Lucy H.
My name is Lucy Heyes and I am 14 years old and I live in Cape Town, South Africa
T-Bags= an international commodity
‘Commodity’: noun a useful thing;product
My Mum collects tea-bags!
Yes, you read correctly, she collects tea-bags and not new ones, but used ones.
In fact we have boxes, cupboards and a garage overflowing with T-bags.
We even find them lying on the grass or stuck in the odd bush. My Mum dries them outside on trays in the garden and then when the wind decides to blow, they land up decorating our garden.
You may be wondering how much tea my family drinks, but it is not just my family that donates to the never - ending collection. Many families, schools and hospitals in Cape Town, people from other cities in South Africa and even families from other countries, save them and dry them out for my Mum. We often find bags of them, some dry and some wet and mushy on our doorstep. My sister and I get really excited because we think we have a parcel but to our disappointment we find it’s stuffed with empty T-bags! T-bags, T-bags, T-bags, they are everywhere! With so many T-bags, one may be thinking what on earth is the point of this strange exercise?
Well in actual fact, our collection of small brown bags has had more of an impact than you would think.
The five women my Mum works with live in an informal settlement called or"Imizamo Yethu" or "Mandela Park”, which covers about a seventh of Hout Bay, a beautiful residential area of Cape Town where I live. It homes thousands of tiny shacks squashed together, constructed out of cardboard, corrugated tin, scrap pieces of wood, plastic bags and any ‘left over’ materials or rubbish that can be found and turned into homes.
Walking down a dusty, dirt track from what others would call a ‘squatter camp’, are different aged men and women trying to catch taxis or just walking to their day’s work, whether it is gardening, painting or housework. Beauty, Sweetness, Pamela, Thelma and Nomsa, make their way to a wooden hut on the other side of the valley for their days work.
Before this T-Bag project they were like many others who have no hope of employment. They were the same as those who today, stay in their shack all day with no chance of getting work. They look after small children do the washing and finish chores and never stop wondering whether they will have enough money to buy an evening meal for their families. Every day is a struggle for survival.
When the "T-Bag" ladies arrive at the hut, once a week on a Wednesday morning, you never know what state they will be in. Sometimes they are just damp and sometimes they are soaked to the skin from the heavy Cape winter rains that invade their unstable homes through the many leaks and cracks. One woman might bring her baby with her because there is no one at home to care for the child. No matter how their previous night unfolded, whether their house has been blown away in the wind or whether they are ill with flu or some unknown bug, a result of the cold, they still come to the project. They cannot afford to miss that one morning of work, as for some of them it is the only job they have.
It has taken my Mum a few years of hard work, determination and prayer to fund this project. Materials are expensive but my Mum never gave up as she really believed that she could make a difference and so with the help of her T-bag ladies, she has produced a line of T-bag cards, note-pads, gift packs, boxes and bags. All the products have a distinct African feel. The women make up different designs and patterns that they then paint onto the dried, emptied and ironed T-bags. They also have the responsibility of sticking their T-bags onto the card, putting the card together with an envelope in a plastic bag and making up the notepads.

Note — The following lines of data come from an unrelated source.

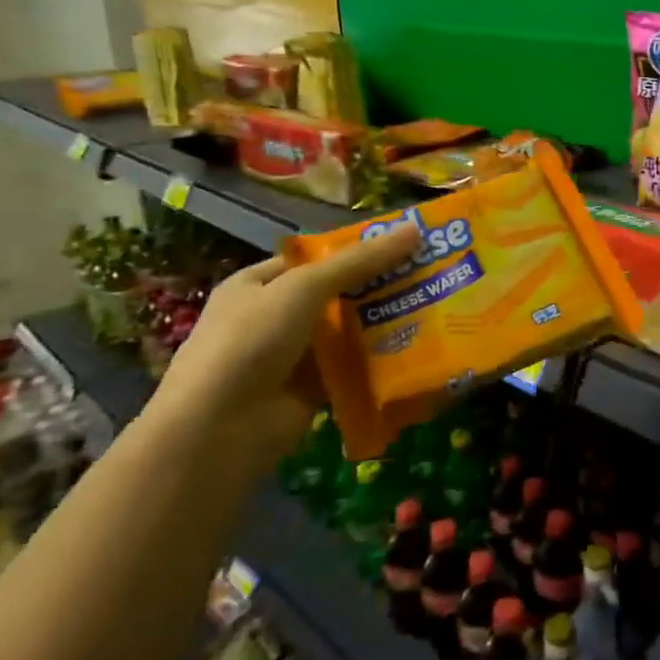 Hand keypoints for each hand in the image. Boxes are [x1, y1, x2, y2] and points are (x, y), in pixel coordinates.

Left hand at [151, 223, 421, 453]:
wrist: (218, 430)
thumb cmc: (251, 342)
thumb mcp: (304, 288)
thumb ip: (360, 261)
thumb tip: (414, 229)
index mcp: (261, 283)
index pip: (318, 258)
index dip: (361, 249)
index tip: (409, 244)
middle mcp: (277, 316)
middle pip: (340, 293)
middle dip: (382, 285)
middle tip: (434, 273)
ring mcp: (295, 355)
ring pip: (351, 331)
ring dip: (387, 322)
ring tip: (440, 305)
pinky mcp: (315, 389)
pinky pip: (355, 367)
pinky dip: (382, 360)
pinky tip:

From never having held a paintbrush or taking part in activities most of us would consider ‘beginner’ art activities, the ladies have slowly but steadily improved their skills and the cards have become more and more professional. My Mum went from shop to shop looking for a market for the cards - she kept on showing them to people and now her T-Bag products are being sold to many different shops in Cape Town and are even being exported around the world. Newspapers and Magazines have written articles about the project, which has even led to a few documentaries on television.
Although there are often problems and difficulties with the project, my Mum never gave up on her dream of helping to make a difference to a small group of women that had very little money, no employment and a quality of life that very few of us can even imagine.
The potential and value of the project is slowly starting to be seen by locals in Cape Town and indeed by people all over the world.
However with more support, this project could give these ladies and potentially many more like them, a house that would keep them warm and dry.
In the future, we hope that these women will be able to send their children to a playgroup and eventually to school. That they will be able to provide food for their families without worrying where tomorrow’s meal will come from.
Who would have thought that a silly little thing like recycled T-bags could help change and improve the quality of someone’s life , but it can.
Job creation is something that needs to be encouraged and supported around the world, but especially here where I live. We need to create jobs because that gives people the best chance of improving the quality of their own life.
We don’t often open our eyes to the poverty and living conditions that are sometimes just up the road from us. We become complacent about how lucky we really are and we don’t think about how others live and what a struggle for survival their daily lives are.
Maybe we should all start thinking about how each of us can create more jobs and so solve the problems of poverty in this world.
So much time, money and effort is spent on ourselves and pointless things that make no positive impact and difference to the world and the people around us.
If people really care about others, anything is possible.
Look what a simple tea bag has done!